Not all fats and carbohydrates are created equal
In my last post, I described how a diet of unhealthy fats and carbs contributes to inflammation in our cells and tissues. Here are some examples of their healthy counterparts and how they can help us reduce our inflammation load.
Unrefined carbohydrates such as vegetables, fruits, legumes and whole grains contain fiber so are digested more slowly than their refined white flour and sugary snack food counterparts. Slower digestion supplies a lower and more steady dose of sugar in the bloodstream which reduces the development of inflammation.
Happy gut bacteria
Fiber also feeds our gut bacteria, and when these microorganisms are healthy, they have been shown to produce anti-inflammatory effects inside our bodies.

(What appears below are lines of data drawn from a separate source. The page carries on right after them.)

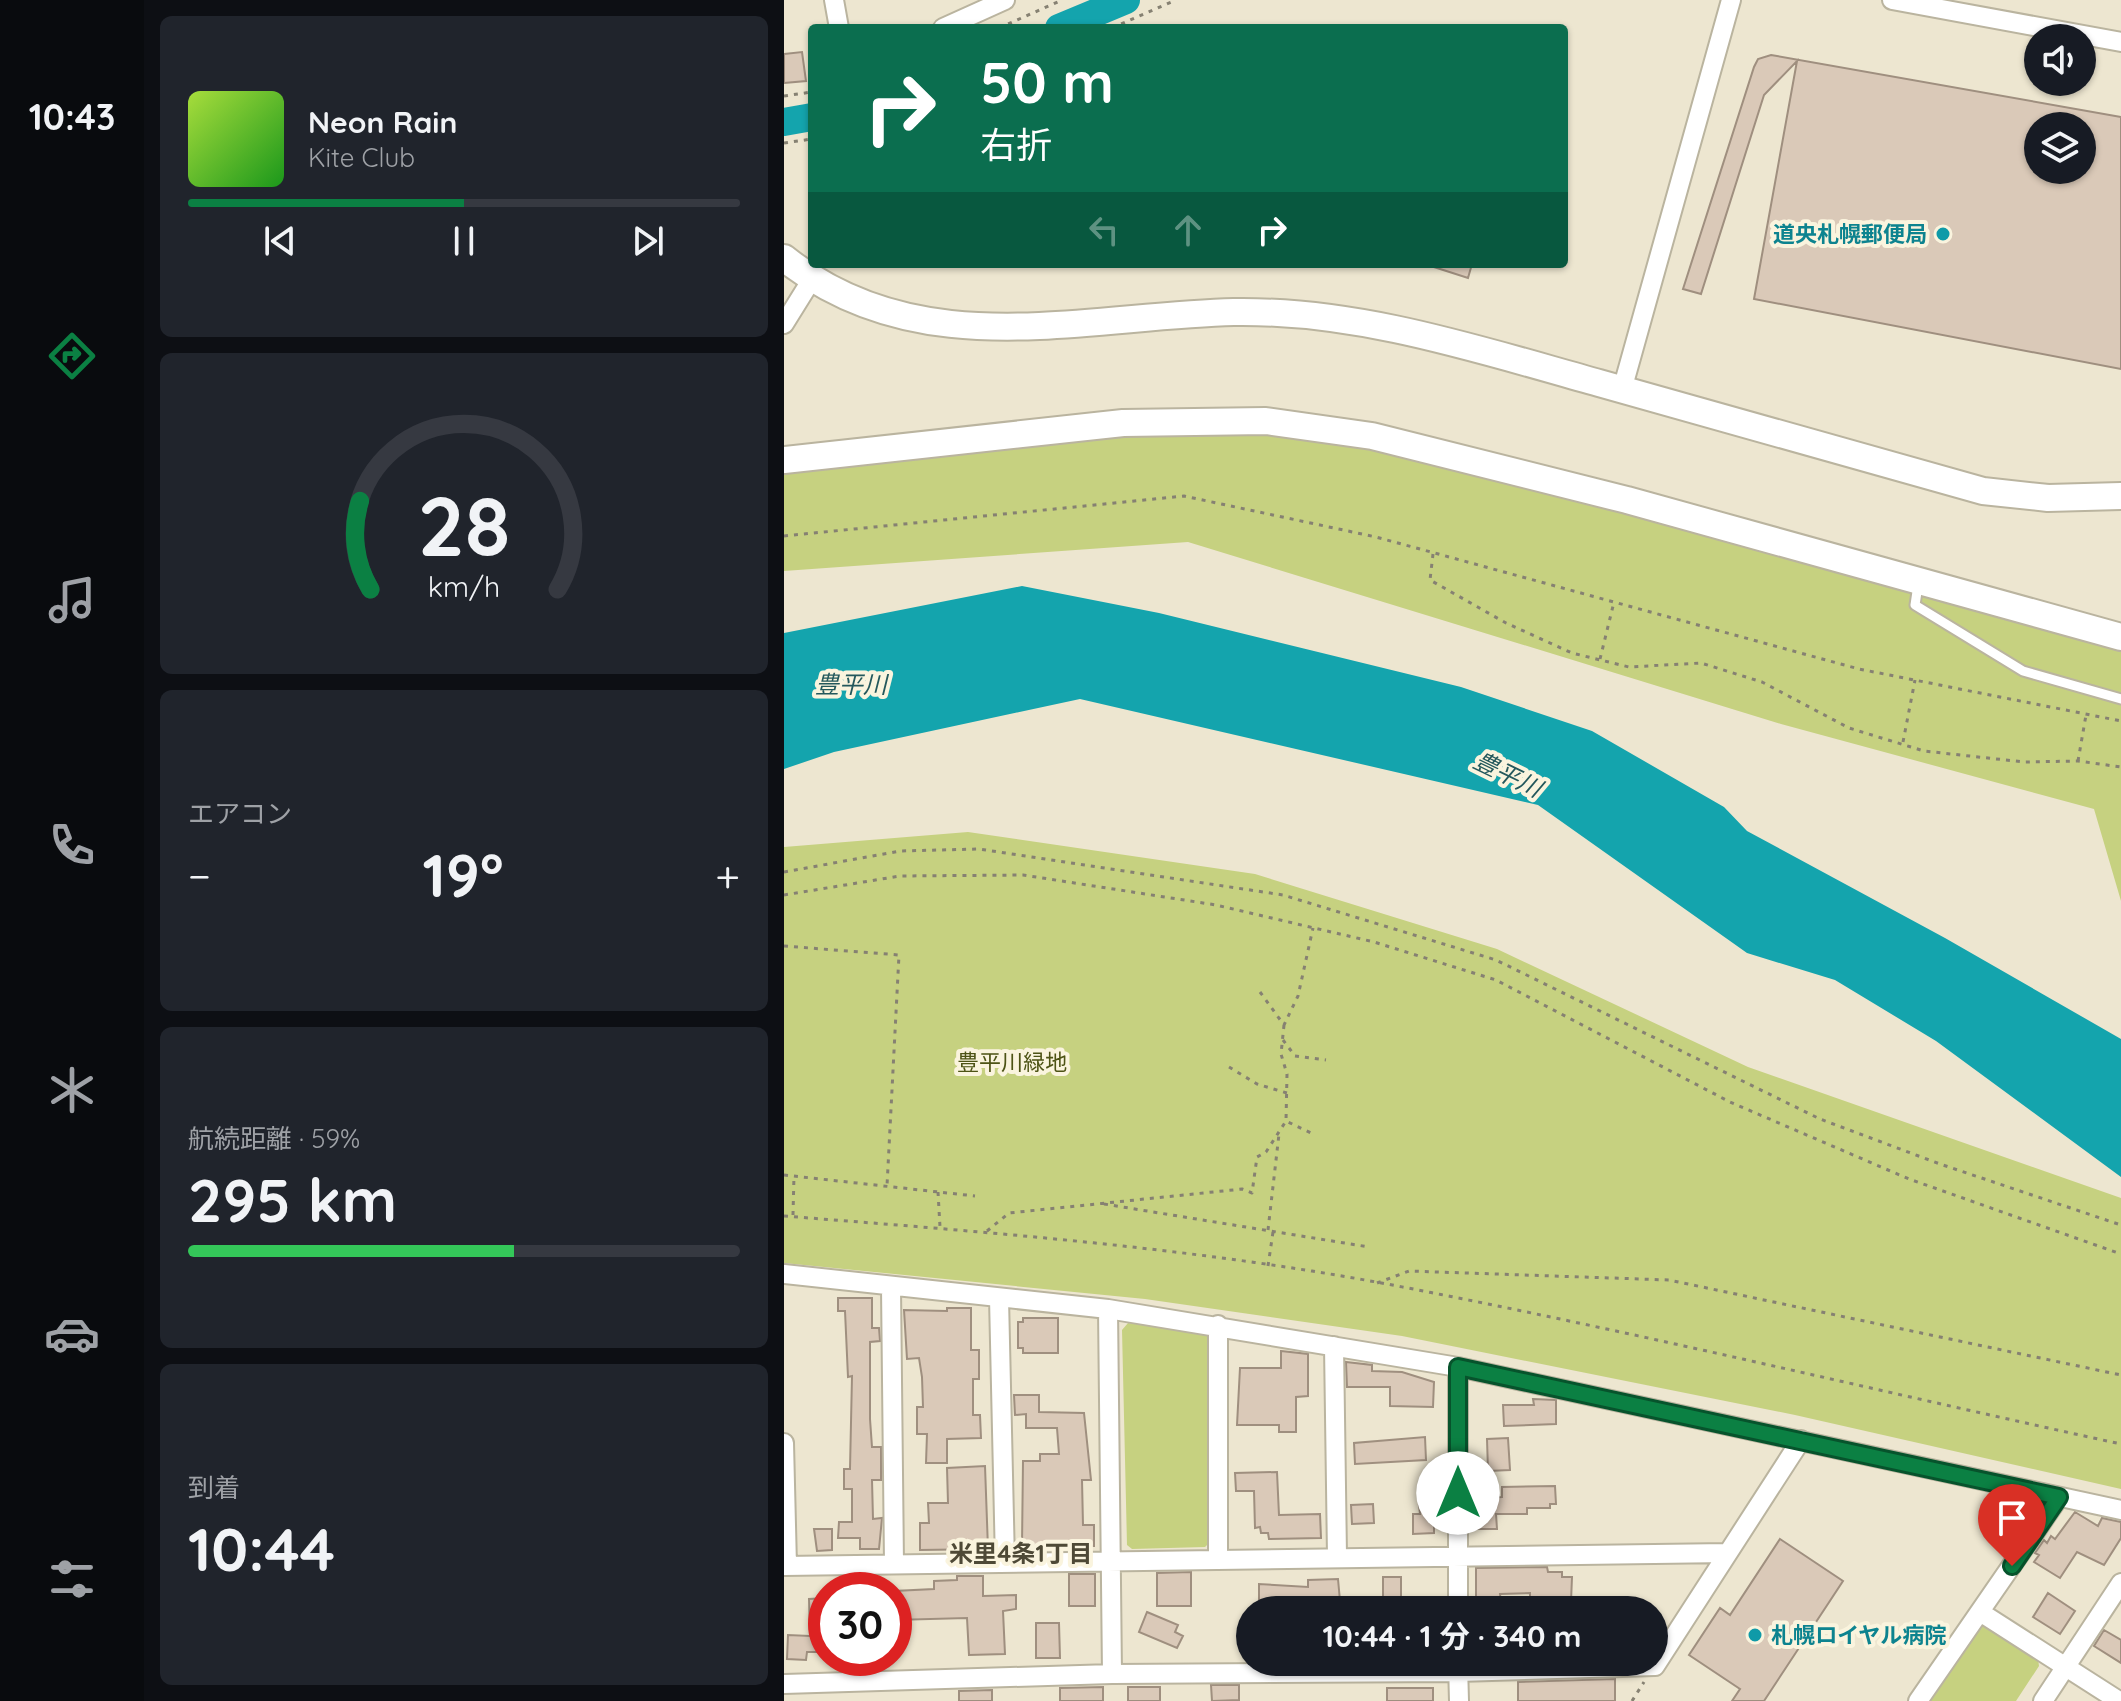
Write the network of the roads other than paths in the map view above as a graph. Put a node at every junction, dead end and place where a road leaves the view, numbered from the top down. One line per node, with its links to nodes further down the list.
1 (834, 0): 6 (street)
2 (1005, 0): 7 (street)
3 (1731, 0): 12 (street)
4 (1892, 0): 5 (street)
5 (1956, 6): 8 (street)
6 (838, 24)
7 (952, 24)
8 (2121, 42)
9 (784, 258): 10 (street)
10 (812, 279): 11 (street); 12 (street)
11 (784, 324)
12 (1622, 390): 14 (street)
13 (784, 460): 15 (street)
14 (2121, 496)
15 (1918, 578): 16 (street); 17 (lane)
16 (2121, 637)
17 (2121, 699)
18 (784, 1274): 19 (street)
19 (891, 1288): 20 (street); 35 (street)
20 (999, 1298): 21 (street); 34 (street)
21 (1108, 1309): 22 (street); 33 (street)
22 (1218, 1325): 23 (street); 32 (street)
23 (1334, 1346): 24 (street); 31 (street)
24 (1458, 1367): 25 (street); 30 (street)
25 (1801, 1440): 27 (street); 29 (street)
26 (784, 1443): 36 (street)
27 (2059, 1497): 28 (street); 39 (street)
28 (2121, 1510)
29 (1728, 1553): 30 (street); 40 (street)
30 (1458, 1555): 31 (street); 38 (street)
31 (1337, 1556): 32 (street)
32 (1218, 1558): 33 (street)
33 (1112, 1561): 34 (street); 43 (street)
34 (1005, 1563): 35 (street)
35 (894, 1564): 36 (street)
36 (786, 1566)
37 (2121, 1583): 41 (street)
38 (1458, 1596)
39 (1980, 1612): 41 (street); 47 (street)
40 (1668, 1646)
41 (2066, 1666): 48 (street); 49 (street)
42 (1236, 1671): 43 (street)
43 (1112, 1674): 45 (street)
44 (1458, 1676): 46 (street)
45 (784, 1684)
46 (1459, 1701)
47 (1918, 1701)
48 (2043, 1701)
49 (2119, 1701)

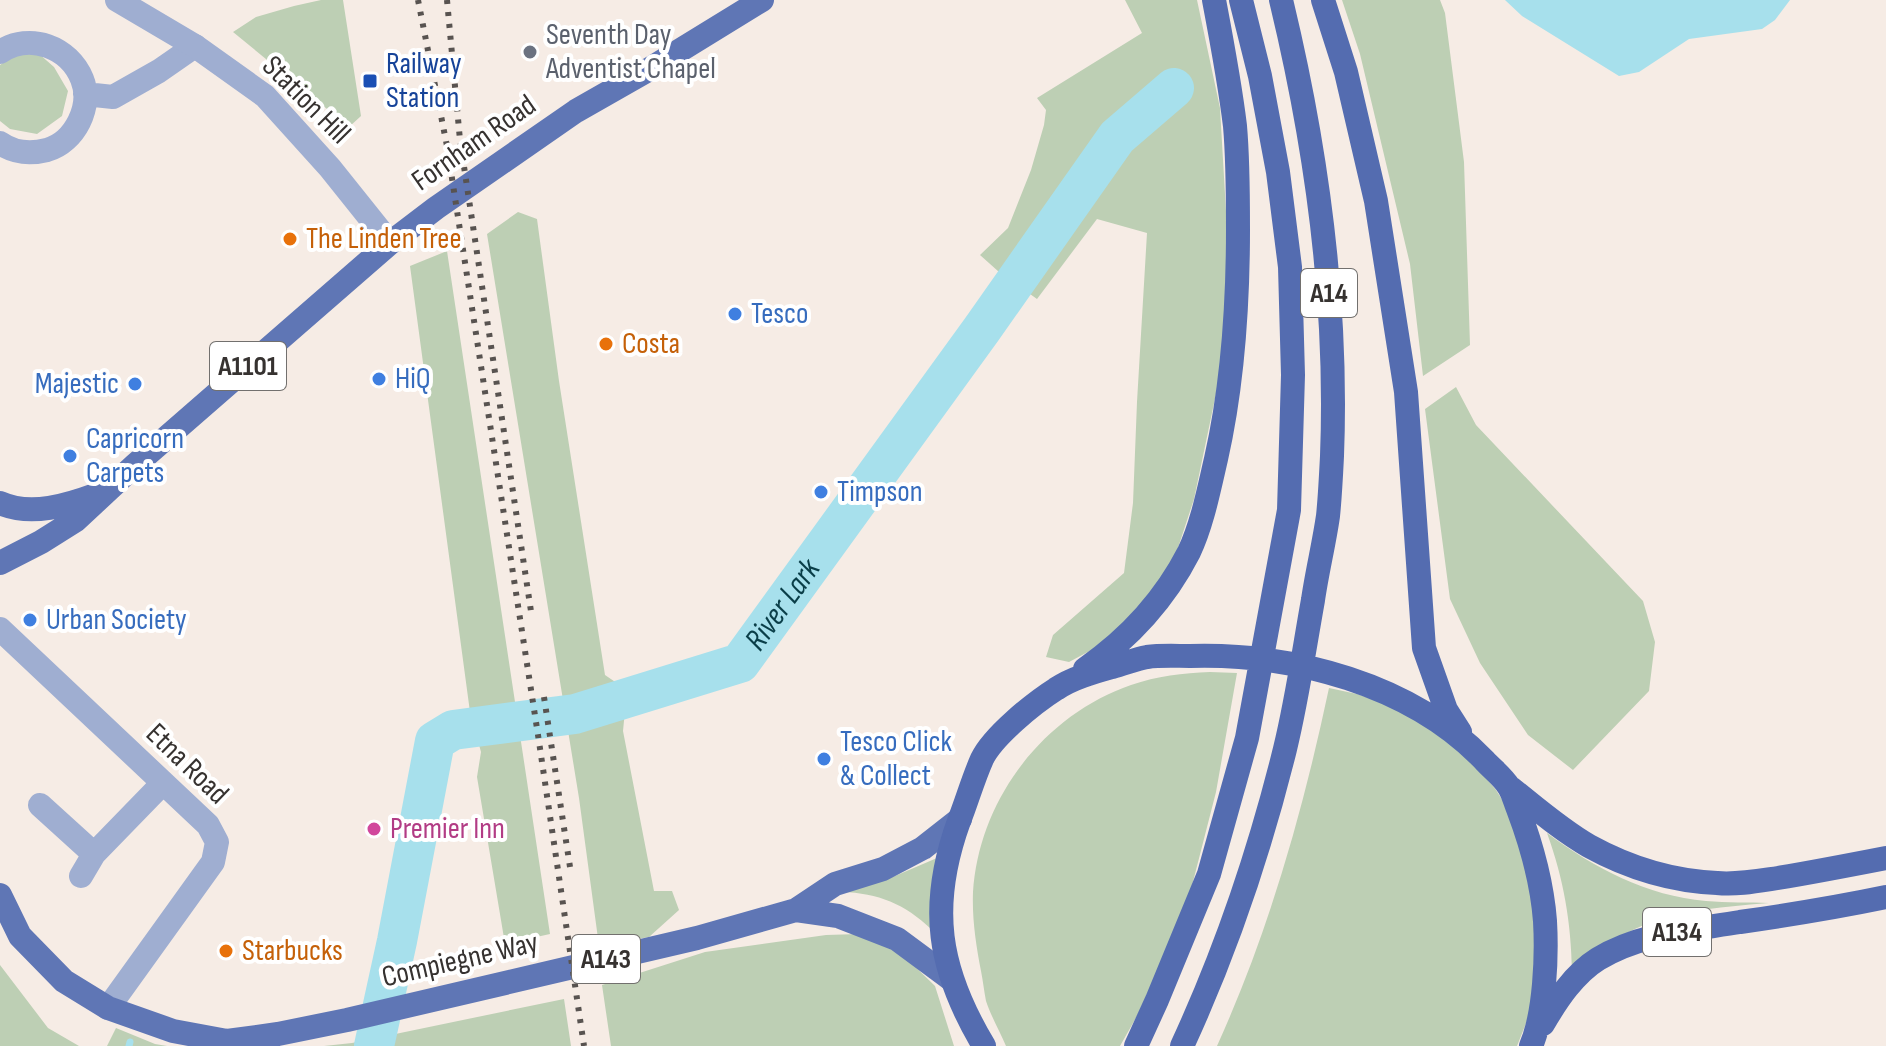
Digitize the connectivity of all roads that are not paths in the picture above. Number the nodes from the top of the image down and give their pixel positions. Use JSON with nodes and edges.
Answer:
{"nodes":[{"id":1,"x":117,"y":0,"type":"edge"},
{"id":2,"x":762,"y":0,"type":"edge"},
{"id":3,"x":1214,"y":0,"type":"edge"},
{"id":4,"x":1241,"y":0,"type":"edge"},
{"id":5,"x":1281,"y":0,"type":"edge"},
{"id":6,"x":1323,"y":0,"type":"edge"},
{"id":7,"x":195,"y":46,"type":"junction"},
{"id":8,"x":0,"y":52,"type":"edge"},
{"id":9,"x":85,"y":94,"type":"junction"},
{"id":10,"x":0,"y":143,"type":"edge"},
{"id":11,"x":390,"y":243,"type":"junction"},
{"id":12,"x":107,"y":491,"type":"junction"},
{"id":13,"x":0,"y":503,"type":"edge"},
{"id":14,"x":0,"y":563,"type":"edge"},
{"id":15,"x":0,"y":629,"type":"edge"},
{"id":16,"x":1064,"y":684,"type":"junction"},
{"id":17,"x":1466,"y":742,"type":"junction"},
{"id":18,"x":163,"y":783,"type":"junction"},
{"id":19,"x":1509,"y":786,"type":"junction"},
{"id":20,"x":40,"y":805,"type":"dead end"},
{"id":21,"x":960,"y":819,"type":"junction"},
{"id":22,"x":94,"y":854,"type":"junction"},
{"id":23,"x":1886,"y":858,"type":"edge"},
{"id":24,"x":81,"y":876,"type":"dead end"},
{"id":25,"x":0,"y":895,"type":"edge"},
{"id":26,"x":1886,"y":897,"type":"edge"},
{"id":27,"x":796,"y":910,"type":"junction"},
{"id":28,"x":951,"y":979,"type":"junction"},
{"id":29,"x":108,"y":1008,"type":"junction"},
{"id":30,"x":971,"y":1034,"type":"edge"},
{"id":31,"x":1532,"y":1043,"type":"edge"},
{"id":32,"x":984,"y":1046,"type":"edge"},
{"id":33,"x":1136,"y":1046,"type":"edge"},
{"id":34,"x":1182,"y":1046,"type":"edge"}],
"edges":[{"from":1,"to":7,"type":"street","name":"Station Hill"},
{"from":2,"to":11,"type":"main road","name":"Fornham Road","number":"A1101"},
{"from":3,"to":16,"type":"highway"},
{"from":4,"to":33,"type":"highway","number":"A14"},
{"from":5,"to":34,"type":"highway","number":"A14"},
{"from":6,"to":17,"type":"highway","number":"A14"},
{"from":7,"to":9,"type":"street"},
{"from":7,"to":11,"type":"street","name":"Station Hill"},
{"from":8,"to":9,"type":"street"},
{"from":9,"to":10,"type":"street"},
{"from":11,"to":12,"type":"main road","number":"A1101"},
{"from":12,"to":13,"type":"main road","number":"A1101"},
{"from":12,"to":14,"type":"main road","number":"A1101"},
{"from":15,"to":18,"type":"street","name":"Etna Road"},
{"from":16,"to":17,"type":"highway"},
{"from":16,"to":21,"type":"highway"},
{"from":17,"to":19,"type":"highway"},
{"from":18,"to":22,"type":"street"},
{"from":18,"to":29,"type":"street","name":"Etna Road"},
{"from":19,"to":23,"type":"highway","number":"A134"},
{"from":19,"to":31,"type":"highway"},
{"from":20,"to":22,"type":"street"},
{"from":21,"to":27,"type":"main road","name":"Compiegne Way","number":"A143"},
{"from":21,"to":28,"type":"highway"},
{"from":22,"to":24,"type":"street"},
{"from":25,"to":29,"type":"main road","name":"Compiegne Way","number":"A143"},
{"from":26,"to":31,"type":"highway","number":"A134"},
{"from":27,"to":28,"type":"main road","name":"Compiegne Way","number":"A143"},
{"from":27,"to":29,"type":"main road","name":"Compiegne Way","number":"A143"},
{"from":28,"to":30,"type":"highway"},
{"from":30,"to":32,"type":"highway"}]}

Antioxidants including phytonutrients and vitamins, are also contained in unrefined carbohydrates, and help balance the oxidative stress created from the sugar component of these food.
Nuts and seeds are rich in healthy polyunsaturated, fats. Walnuts, flaxseed, chia seeds and hemp seeds are especially full of the beneficial omega-3 polyunsaturated fats, which have been found to reduce inflammation (1).
In the market for a sweet treat? Because fruit packs a good dose of fiber and phytonutrients in addition to its sugar content, it is a much healthier choice over processed sugary snacks. Add a smear of nut butter to that apple slice and you've further slowed digestion while adding even more anti-inflammatory properties from this healthy fat addition.
Mix a savory salad
Combine salad greens, tomatoes, carrots, olives and lemon juice with a sprinkling of sunflower seeds and a splash of organic extra virgin olive oil, and you have created a beautiful and healthy fat and carb balance.
Prefer to sip your fat-carb combo?
Blend an avocado with an apple, handful of spinach leaves, 1/2 bunch cilantro, 1/2 lemon, 1 teaspoon organic extra virgin olive oil and water or ice as desired. Get creative and swap out the apple for a pear or mango, use an orange instead of a lemon, consider the addition of chia or hemp seeds to add more healthy nutrients.
Seafood to boost omega-3 fats
If seafood is part of your family's diet, cold water fatty fish such as salmon, anchovies, sardines or mackerel are excellent sources of omega-3. If you can't get your kids (or yourself) to eat fish in its natural form, pop anchovies into a blender with organic extra virgin olive oil, lemon juice, Dijon mustard and garlic for a heavenly salad dressing. This is one of my favorite recipes from Melissa Clark at the New York Times.
Olive oil for lower heat cooking
Olive oil is loaded with phytonutrients which have been well studied for their anti-inflammatory benefits (2). It is one of the few cooking oils that is made without the use of chemicals and industrial refinement. In addition to it being an excellent choice for salads and drizzled over steamed vegetables, it can stand up to low to medium stove top cooking (typically reaching 250-350 degrees Fahrenheit) as the smoke point for virgin olive oil is 420 degrees and 320 degrees for extra virgin.
To reap the most benefits, choose cold-pressed, organic and non-GMO oil.
Turn up the heat with coconut oil
Like olive oil, coconut oil is rich in phytonutrients, and can also be produced without the use of chemicals and industrial refinement. The chemical properties of its specific fats allow it to stand up to high heat cooking without breaking down into harmful chemical components. It is also a makes a healthful raw addition to smoothies.
As with olive oil, choose cold-pressed, organic and non-GMO oil.
Ditch the industrial vegetable and seed oils
Unlike olive and coconut oils, most commercial vegetable and seed oils are not minimally refined and are highly processed. High heat is often the initial step used to extract oil from these plants. Then the petroleum based solvent hexane is often added to extract more oil from the plant. At this stage, the product is dark and odorous so bleaching and deodorizing is done to create the end oil. Phytonutrients are generally destroyed in this industrial processing, and further heating to which the oil is exposed when we cook, subject it to oxidation which becomes pro-inflammatory when we ingest it.
Add some anti-inflammatory spice to your life and your meals. These spices pack an excellent punch of anti-inflammatory nutrients add great taste as well: garlic, ginger, basil, rosemary, cayenne, and turmeric.
1. Nutrients. 2010 Jul; 2(7): 652–682.Published online 2010 Jun 24. doi: 10.3390/nu2070652PMCID: PMC3257681Health Benefits of Nut ConsumptionEmilio Ros
2. Curr Pharm Des. 2011;17(8):754-68.Molecular mechanisms of inflammation. Anti-inflammatory benefits of virgin olive oil and the phenolic compound oleocanthal.Lucas L1, Russell A. et al.